Uganda: Nodding Syndrome Children Die As Care Centre Remains Closed

Two children, who were suffering from nodding syndrome, have died just a month after a care centre in Omoro District that catered for them was closed due to shortage of funds.

At least 29 children suffering from the syndrome were in December last year sent home after the closure of the centre in Odek Sub-county, Omoro District.

The care centre has been offering medical, personal care, special schooling and nutritious meals to nodding syndrome children since 2012.

Mr Caesar Okot, the programme manager of Hope for Humans, a non-governmental organisation which has been running the centre, on Tuesday said during a meeting with members of the Omoro District Nodding Syndrome Task force that the children died between December and January this year.

Children's plight

Mr Okot said one of the children identified as Denis Olara, 17, was found dead at his parents home in Bolo Parish, Awere Sub-county in Pader District four days after the centre was closed, while another from the same village identified as Agness Ajok ,15, passed on last week.

Mr Okot noted that the children died after relapsing due to poor medical care, nutrition and negligence by their parents and relatives.

"The death of these children indicates the level of their vulnerability while at home. Their health is deteriorating because of inadequate care and negligence by their parents and relatives," Mr Okot said.
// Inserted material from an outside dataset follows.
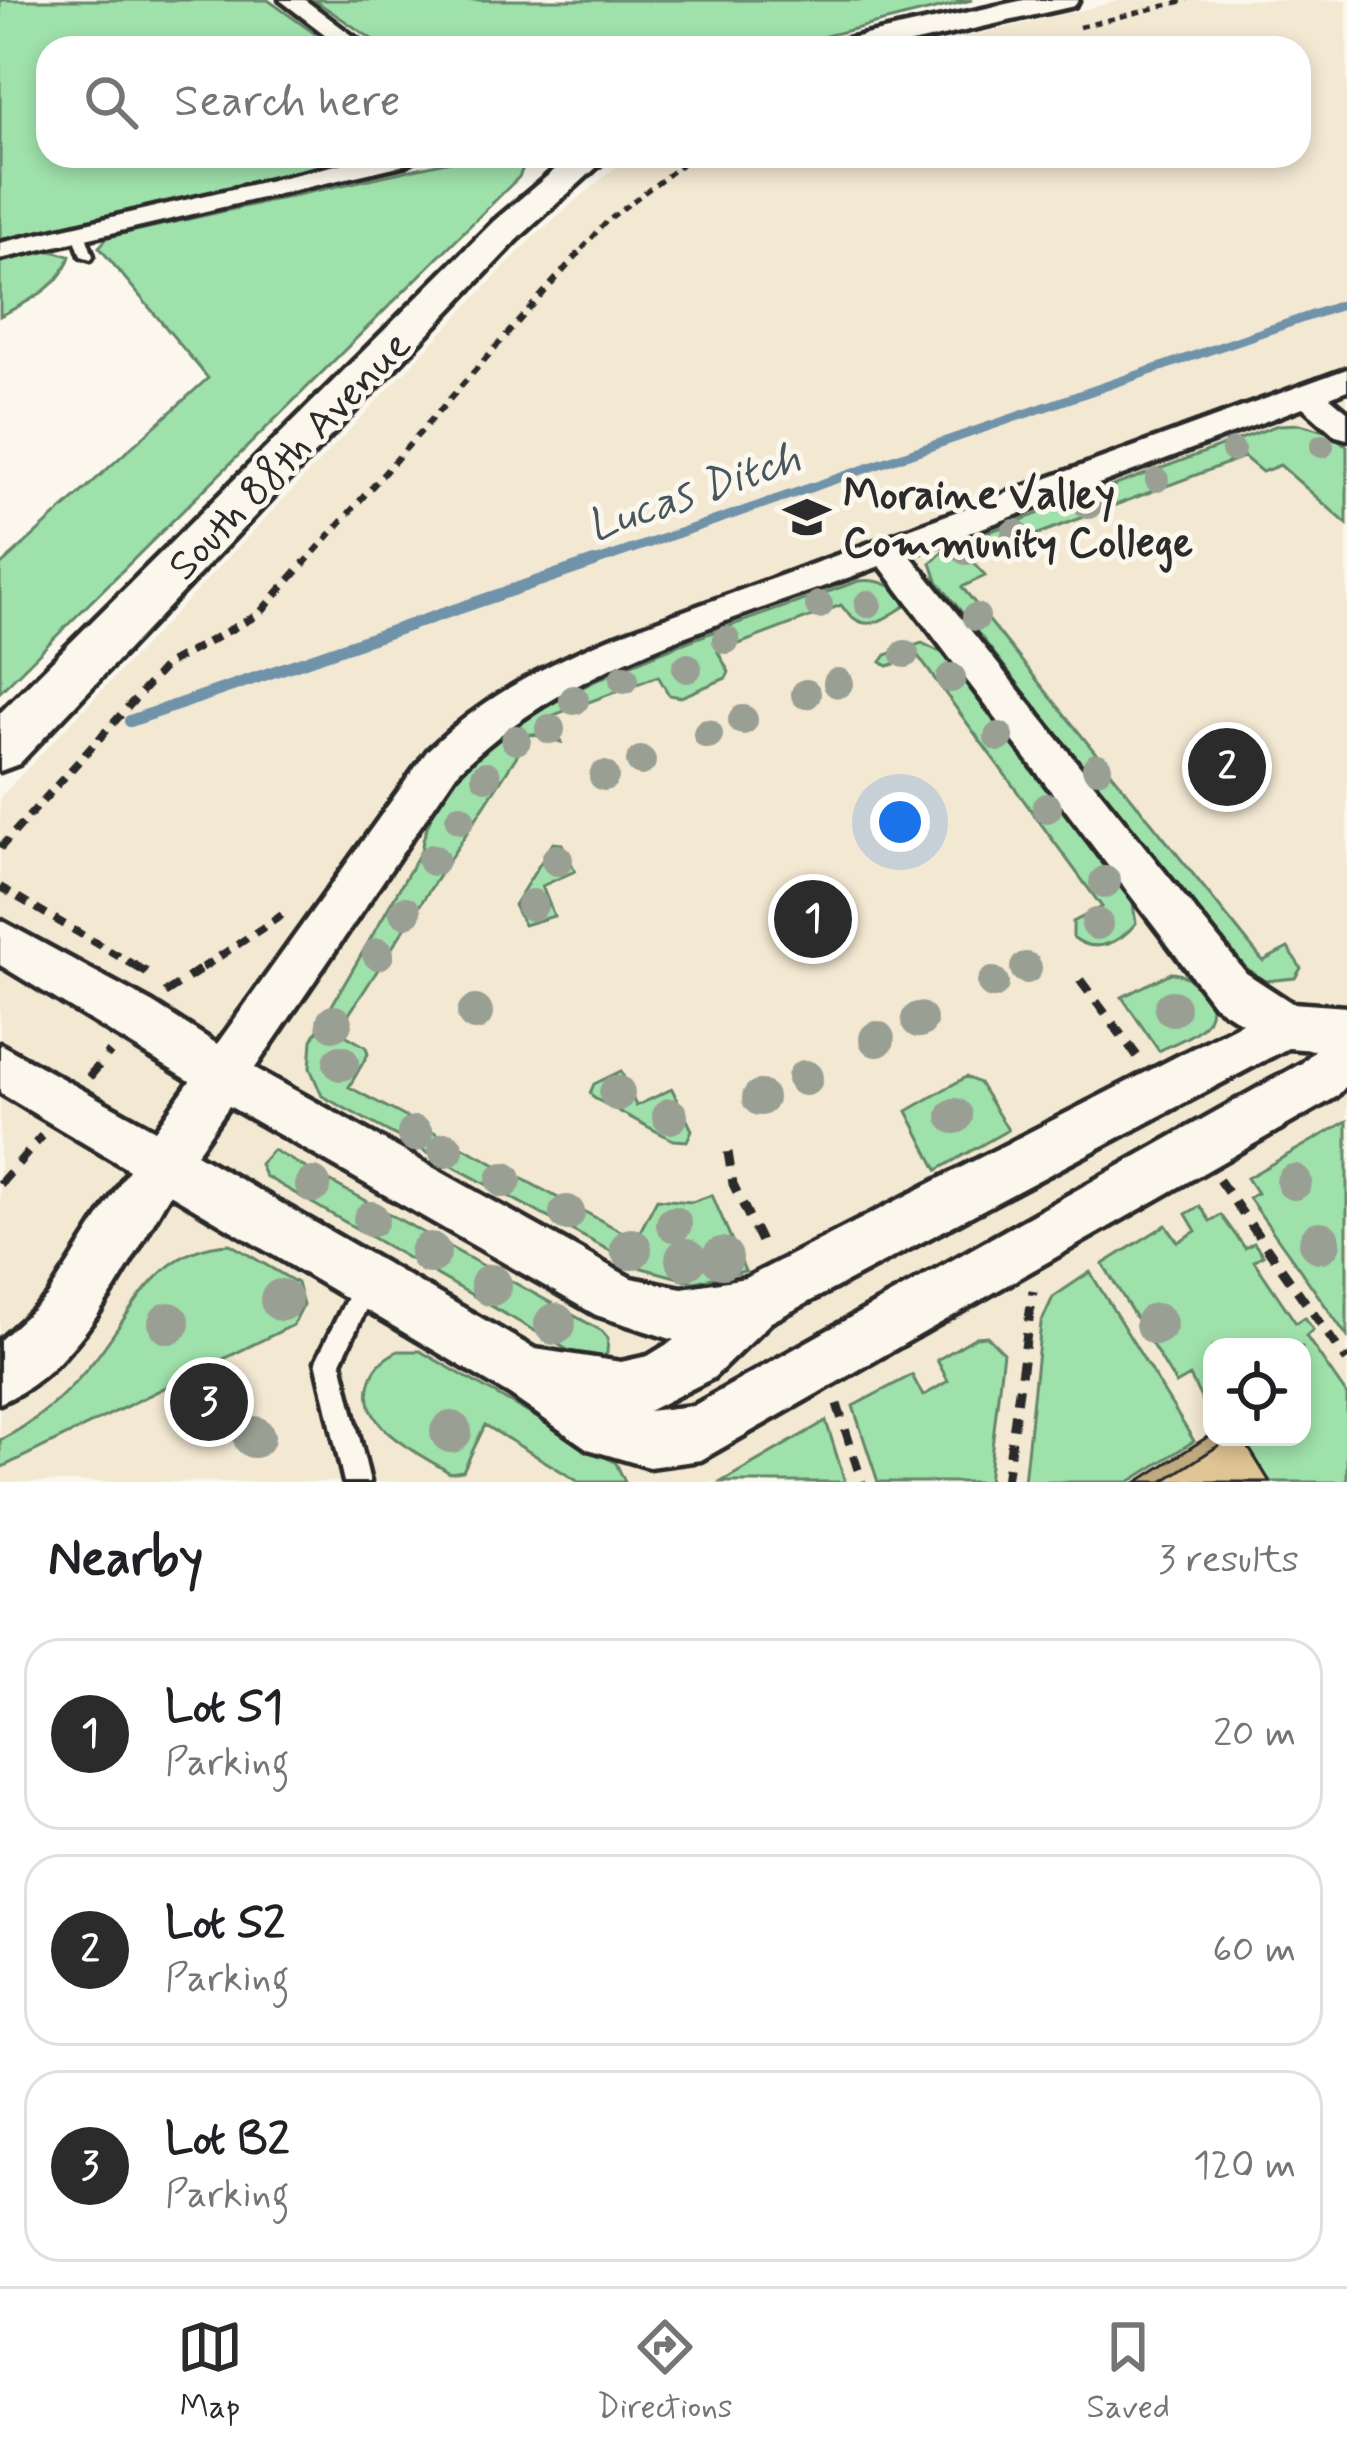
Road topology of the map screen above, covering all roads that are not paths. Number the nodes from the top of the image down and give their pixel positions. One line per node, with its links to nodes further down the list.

He added that other children have not been able to get their medication for a month due to long distance from health centres.

"We are worried about the fate of the children who are still within the community. If government doesn't intervene and reopen the centre to provide treatment to the children, they will relapse and die," Mr Okot said.

The Omoro District Chairperson, Mr Douglas Peter Okello, said the district has no capacity to fund operations of the centre and called for intervention of well-wishers and government.

Mr Okello added that they had earlier requested Shs500 million supplementary budget from the Health ministry to help run the centre but to date they have not received any feedback.

"We are continuing with our outreach programmes to check on these children but we realised their conditions are not good. Nutrition and medication remains a very big challenge to those affected because of their impoverished background," Mr Okello said.

He blamed the government for failing to honour its promise of supplying nodding syndrome affected households with food.

"We are in crisis, the children are in danger... ., we have lost lives because the only care centre giving them hope is no more," Mr Okello said.

Information Daily Monitor got from the district health department indicates that the health of 55 per cent of the children have since deteriorated.